En Grande-Bretagne où
quelques e-pharmacies ont déjà pignon sur rue (Pharmacy2u.com,
allpharmacy.com et superdrug.com), le NHS (National Health service)
prévoit déjà, dans son dernier plan
de réforme, la prescription électronique et l’intégration
des e-pharmacies dans le système de santé. Le développement
des e-pharmacies est donc officiellement soutenu par les pouvoirs
publics.
En France, même
si certaines pharmacies ont leur site et proposent des produits
à la vente (phytothérapie, etc.), la loi, prise au
pied de la lettre, stipule que le pharmacien ne doit pas solliciter
de commandes auprès du public (Art. L.589 du CSP). De plus,
la délivrance des médicaments doit avoir lieu dans
l’enceinte de l’officine.
Enfin, l’intérêt
même du e-commerce de médicaments peut être remis
en cause compte-tenu des lois de répartition des officines
qui ont pour but de maintenir la relation de proximité entre
pharmacien et patient. Même dans certaines campagnes, où
la proximité d’une officine peut faire défaut et où
des dérogations sont parfois réclamées pour
l’installation d’officines, le e-commerce des médicaments
aura énormément de mal à trouver sa place car
la relation patient-pharmacien y prend un aspect social encore plus
important. Il reste que la solution du " end to end "

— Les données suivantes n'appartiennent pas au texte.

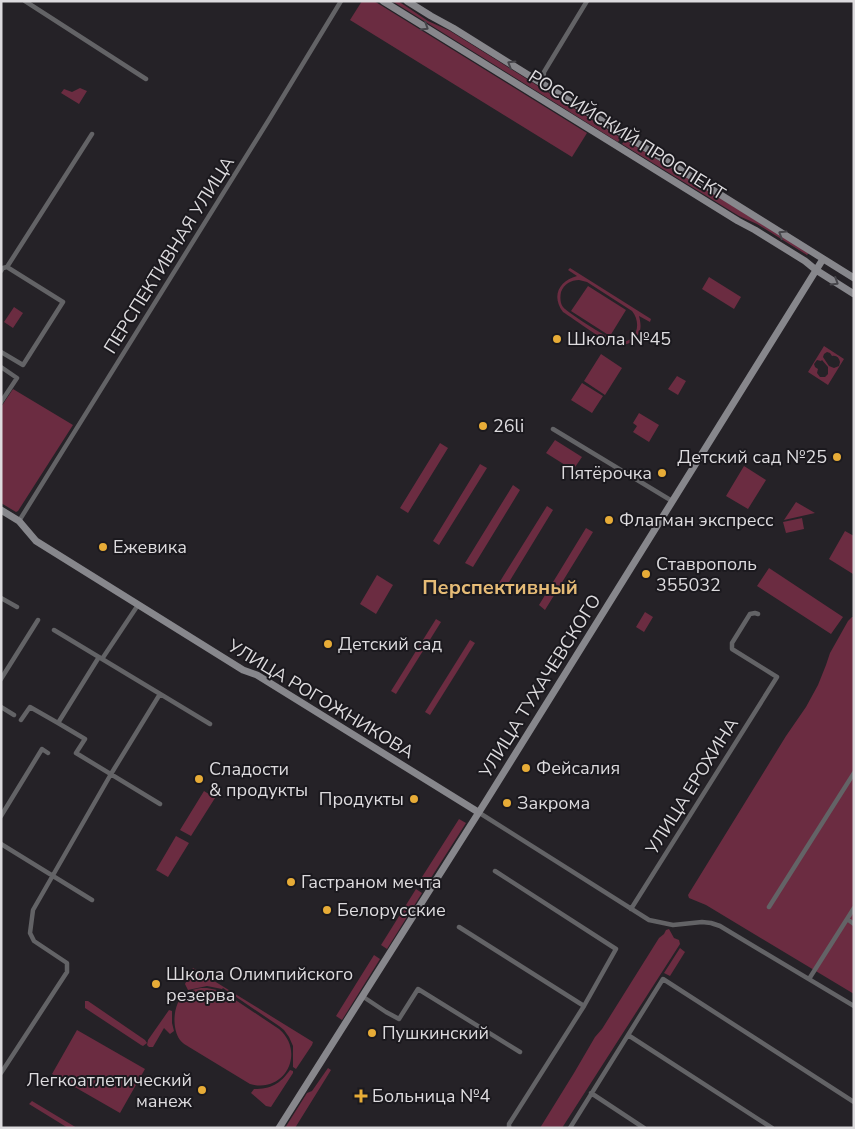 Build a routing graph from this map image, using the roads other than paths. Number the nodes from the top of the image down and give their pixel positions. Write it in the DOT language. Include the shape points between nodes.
graph roads {
  1 [pos="25,1"];
  2 [pos="341,1"];
  3 [pos="384,1"];
  4 [pos="407,1"];
  5 [pos="587,1"];
  6 [pos="146,78"];
  7 [pos="543,84"];
  8 [pos="92,134"];
  9 [pos="823,259"];
  10 [pos="7,267"];
  11 [pos="816,270"];
  12 [pos="1,271"];
  13 [pos="854,278"];
  14 [pos="854,294"];
  15 [pos="1,352"];
  16 [pos="1,368"];
  17 [pos="1,402"];
  18 [pos="553,429"];
  19 [pos="672,501"];
  20 [pos="1,510"];
  21 [pos="19,521"];
  22 [pos="1,598"];
  23 [pos="138,605"];
  24 [pos="17,607"];
  25 [pos="758,614"];
  26 [pos="38,620"];
  27 [pos="54,630"];
  28 [pos="100,658"];
  29 [pos="1,680"];
  30 [pos="160,694"];
  31 [pos="1,707"];
  32 [pos="14,715"];
  33 [pos="21,720"];
  34 [pos="58,723"];
  35 [pos="210,724"];
  36 [pos="48,753"];
  37 [pos="854,773"];
  38 [pos="111,774"];
  39 [pos="160,804"];
  40 [pos="478,812"];
  41 [pos="1,816"];
  42 [pos="1,844"];
  43 [pos="495,871"];
  44 [pos="52,875"];
  45 [pos="92,900"];
  46 [pos="769,907"];
  47 [pos="854,908"];
  48 [pos="631,909"];
  49 [pos="847,919"];
  50 [pos="854,924"];
  51 [pos="459,927"];
  52 [pos="809,979"];
  53 [pos="362,996"];
  54 [pos="584,1006"];
  55 [pos="854,1006"];
  56 [pos="628,1035"];
  57 [pos="520,1052"];
  58 [pos="1,1073"];
  59 [pos="591,1093"];
  60 [pos="854,1102"];
  61 [pos="279,1128"];
  62 [pos="510,1128"];
  63 [pos="570,1128"];
  64 [pos="644,1128"];
  65 [pos="772,1128"];
  1 -- 6 [label="street"];
  2 -- 21 [label="street, ПЕРСПЕКТИВНАЯ УЛИЦА"];
  3 -- 11 [label="main road, РОССИЙСКИЙ ПРОСПЕКТ, one-way"];
  7 -- 4 [label="main road, РОССИЙСКИЙ ПРОСПЕКТ, one-way"];
  5 -- 7 [label="street" via="544,72"];
  9 -- 7 [label="main road, РОССИЙСКИЙ ПРОСПЕКТ, one-way"];
  8 -- 10 [label="street"];
  9 -- 11 [label="main road, УЛИЦА ТУХАЧЕВСКОГО"];
  9 -- 13 [label="main road, РОССИЙСКИЙ ПРОСПЕКТ"];
  10 -- 12 [label="street"];
  10 -- 15 [label="street" via="63,302 23,365"];
  11 -- 14 [label="main road, РОССИЙСКИЙ ПРОСПЕКТ, one-way"];
  11 -- 19 [label="main road, УЛИЦА ТУХАЧЕВСКОГО"];
  16 -- 17 [label="street" via="17,378"];
  18 -- 19 [label="street"];
  19 -- 40 [label="main road, УЛИЦА ТУХАЧЕВСКОГО"];
  20 -- 21 [label="main road, УЛИЦА РОГОЖНИКОВА"];
  21 -- 23 [label="main road, УЛИЦА РОГОЖНИКОВА" via="36,541"];
  22 -- 24 [label="street"];
  23 -- 28 [label="street"];
  23 -- 40 [label="main road, УЛИЦА РОГОЖНИКОВА"];
  25 -- 48 [label="street, УЛИЦА ЕРОХИНА" via="750,614 732,648 777,677"];
  26 -- 29 [label="street"];
  27 -- 28 [label="street"];
  28 -- 30 [label="street"];
  28 -- 34 [label="street"];
  30 -- 35 [label="street"];
  30 -- 38 [label="street"];
  31 -- 32 [label="street"];
  33 -- 34 [label="street" via="30,707"];
  34 -- 38 [label="street" via="84,739 76,753"];
  36 -- 41 [label="street" via="42,750"];
  37 -- 46 [label="street"];
  38 -- 39 [label="street"];
  38 -- 44 [label="street"];
  40 -- 48 [label="street, УЛИЦА РОГОЖНИКОВА"];
  40 -- 53 [label="main road, УЛИЦА ТУХАЧЕВСКОГО"];
  42 -- 44 [label="street"];
  43 -- 54 [label="street" via="616,949"];
  44 -- 45 [label="street"];
  44 -- 58 [label="street" via="33,910 30,933 34,941 66,963 67,972"];
  47 -- 49 [label="street"];
  48 -- 52 [label="street, УЛИЦА РОГОЖНИКОВА" via="648,920 673,925 702,922 720,926"];
  49 -- 50 [label="street"];
  49 -- 52 [label="street"];
  51 -- 54 [label="street"];
  52 -- 55 [label="street, УЛИЦА РОГОЖНИКОВА"];
  53 -- 57 [label="street" via="399,1019 418,989"];
  53 -- 61 [label="main road, УЛИЦА ТУХАЧЕВСКОГО"];
  54 -- 62 [label="street" via="516,1111"];
  56 -- 59 [label="street"];
  56 -- 60 [label="street" via="663,979"];
  56 -- 65 [label="street"];
  59 -- 63 [label="street"];
  59 -- 64 [label="street"];
}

peut se révéler là aussi un mode de pénétration
efficace et sans contrainte réglementaire de la technologie
Internet dans la distribution au patient.
Le succès commercial
de la vente de médicaments par Internet semble être
un rêve, ou plutôt un mirage. En effet, les pouvoirs
publics, les caisses d’assurance maladie, les syndicats et l’Ordre
des Pharmaciens ne dictent que des recommandations et la demande
des patients ne se fait pas très pressante !
Jean Parrot, président
du Conseil National de l’Ordre des Pharmaciens, a tout de même
préciser les conditions à respecter pour l’utilisation
d’Internet dans l’exercice pharmaceutique
et l’Ordre diffuse dans son bulletin d’octobre 2000, un article
qui synthétise la situation réglementaire internationale
et nationale (Médicament
et Internet).
On peut penser que dans
le contexte actuel de réduction des dépenses de santé,
le e-commerce pharmaceutique se résumera au développement
de l’ordonnance électronique. Les enjeux commerciaux seront
donc limités car, dans ces conditions, Internet ne révolutionnera
pas le paysage pharmaceutique français. En revanche, les
éventuelles retombées économiques sur les dépenses
de l’assurance maladie et la diminution des risques d’erreur ne
manqueront pas d’intéresser les pouvoirs publics ou les caisses
d’assurance maladie.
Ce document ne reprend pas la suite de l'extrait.